Da confraria também sai cerveja, claro, e a meta é criar quatro chopes sazonais por ano, todos em homenagem a mulheres de destaque e com o lucro da venda revertido para instituições sociais que batalham pela classe. Já lançado, o primeiro chope, o Carolina, nome que foi uma sugestão de Stephanie, homenageia a escritora mineira Carolina Maria de Jesus (1914-1977), tida como uma das primeiras negras do país a se aventurar nas letras. O Carolina é um chope no estilo sour, caracterizado pela maior acidez, e tem um leve sabor de goiabada, ingrediente adicionado em homenagem ao estado natal da escritora. “Tive medo de deixar o sabor doce e dar margem para alguém falar que era bebida de mocinha. Ainda vou provar que o paladar masculino é igual ao feminino”, diz Beatriz, que criou a receita junto à mestre-cervejeira Marina Pascholati, mais um nome da confraria (as bebidas, aliás, são encontradas somente no Goose Island Brewhouse, bar na capital paulista que é sede dos encontros das meninas). Com o lançamento previsto para as próximas semanas, o segundo chope, Enedina, presta tributo à paranaense Enedina Marques (1913-1981), primeira negra a se graduar em engenharia civil pela Universidade Federal do Paraná. O estilo escolhido foi o potente double brown ale e ele conta com um leve toque de pinhão.

À turma de Beatriz, juntam-se mais mulheres experts em bebidas, que provam que alguma coisa nesse universo, em que até há pouco tempo só os papéis secundários pareciam sobrar a elas, está mudando. Também paulistana, a especialista em cachaça Isadora Fornari, 31 anos, aprendeu sobre o destilado por conta própria depois de largar a carreira de publicitária. Frequentadora assídua da extinta unidade do bar Empório Sagarana, na Vila Romana, em São Paulo, famoso pelas cachaças, acabou contratada como sommelière. Quando percebeu, dominava o assunto. As cartas do restaurante Galeto Sat’s e do boteco Aprazível, no Rio de Janeiro, levam a assinatura dela, entre outras casas.

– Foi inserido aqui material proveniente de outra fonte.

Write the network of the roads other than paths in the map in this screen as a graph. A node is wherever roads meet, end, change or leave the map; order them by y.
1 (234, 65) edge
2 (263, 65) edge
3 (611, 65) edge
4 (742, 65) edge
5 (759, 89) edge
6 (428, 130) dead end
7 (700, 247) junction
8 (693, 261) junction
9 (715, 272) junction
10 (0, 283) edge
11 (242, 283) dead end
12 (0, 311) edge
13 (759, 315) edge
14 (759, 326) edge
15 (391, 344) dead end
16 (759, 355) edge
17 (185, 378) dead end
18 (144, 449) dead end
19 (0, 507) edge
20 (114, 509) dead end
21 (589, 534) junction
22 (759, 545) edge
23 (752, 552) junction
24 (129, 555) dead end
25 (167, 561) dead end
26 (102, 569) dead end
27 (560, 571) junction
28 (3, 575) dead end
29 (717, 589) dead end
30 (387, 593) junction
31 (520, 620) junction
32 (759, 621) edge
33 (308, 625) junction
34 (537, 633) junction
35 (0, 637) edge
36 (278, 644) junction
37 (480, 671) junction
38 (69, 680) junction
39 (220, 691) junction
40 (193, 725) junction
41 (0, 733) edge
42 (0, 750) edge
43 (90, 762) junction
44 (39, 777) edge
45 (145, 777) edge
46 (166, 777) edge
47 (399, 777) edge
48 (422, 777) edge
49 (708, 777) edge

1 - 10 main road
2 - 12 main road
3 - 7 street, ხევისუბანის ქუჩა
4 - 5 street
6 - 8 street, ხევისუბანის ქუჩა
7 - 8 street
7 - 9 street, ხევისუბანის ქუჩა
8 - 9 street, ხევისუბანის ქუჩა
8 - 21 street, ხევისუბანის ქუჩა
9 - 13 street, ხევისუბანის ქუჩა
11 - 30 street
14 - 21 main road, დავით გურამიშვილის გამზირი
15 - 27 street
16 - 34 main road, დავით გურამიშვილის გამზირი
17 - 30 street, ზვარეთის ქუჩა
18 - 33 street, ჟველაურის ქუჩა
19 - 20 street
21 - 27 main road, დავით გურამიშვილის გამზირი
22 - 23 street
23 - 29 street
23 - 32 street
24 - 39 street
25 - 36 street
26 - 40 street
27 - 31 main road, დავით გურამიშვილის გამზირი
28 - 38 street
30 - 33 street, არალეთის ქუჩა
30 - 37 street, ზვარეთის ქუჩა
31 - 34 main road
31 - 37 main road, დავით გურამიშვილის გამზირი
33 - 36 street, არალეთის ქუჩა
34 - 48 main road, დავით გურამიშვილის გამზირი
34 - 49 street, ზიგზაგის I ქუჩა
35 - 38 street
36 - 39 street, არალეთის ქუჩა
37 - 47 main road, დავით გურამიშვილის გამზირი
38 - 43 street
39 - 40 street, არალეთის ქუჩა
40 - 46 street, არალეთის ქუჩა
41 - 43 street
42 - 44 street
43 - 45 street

Isadora foi ainda embaixadora da cachaça Leblon e consultora da série Bendita Marvada, sobre a história da bebida, exibida pelo canal Mais Globosat.

Nada que garantisse, porém, que ela não sofresse com atitudes machistas. Em 2016, participava de um debate com um importante especialista em fermentação, cujo nome prefere omitir, como única mulher. A todas as perguntas feitas por ela, ele respondeu com silêncio. “Fiquei ofendidíssima”, lembra. Algo parecido aconteceu no início da carreira de outra paulista, a bartender Jéssica Sanchez, 28 anos, uma das mais festejadas do país. Em seus primeiros trabalhos em bares e casas noturnas, só a deixavam lavar a louça. “O jeito era lavar bem rápido para ter tempo de criar meus próprios drinques”, diz. Hoje, ela comanda os coquetéis do bar Must e dos restaurantes Nakka, em São Paulo, e do Copacabana Palace, no Rio de Janeiro, além de outros 14 endereços cariocas.

No badalado Oro, no Rio, a premiada sommelière do local, Cecilia Aldaz, 35 anos, diz que enfrenta o assédio masculino ignorando – e trabalhando. Nascida na Argentina, ela observa que as sommelières no Brasil são poucas porque os salários costumam ser menores que os dos profissionais masculinos. Mas pondera: “Felizmente essa diferença vem diminuindo, assim como tem perdido espaço a ideia de que a mulher só gosta de vinhos rosê e branco”. Fora dos bares e em uma escala maior de alcance, outro sopro de novidade vale o registro. Em março, a cúpula da Skol, a marca de cerveja mais vendida por aqui, deu um basta nas campanhas publicitárias do tipo mulher-seminua-com-cerveja-na-mão. No lugar delas, chegaram peças ilustradas com modelos vestidas nas quais se leem frases como “meu corpo, minhas regras” e “lugar de mulher é onde ela quiser”. Merece um brinde.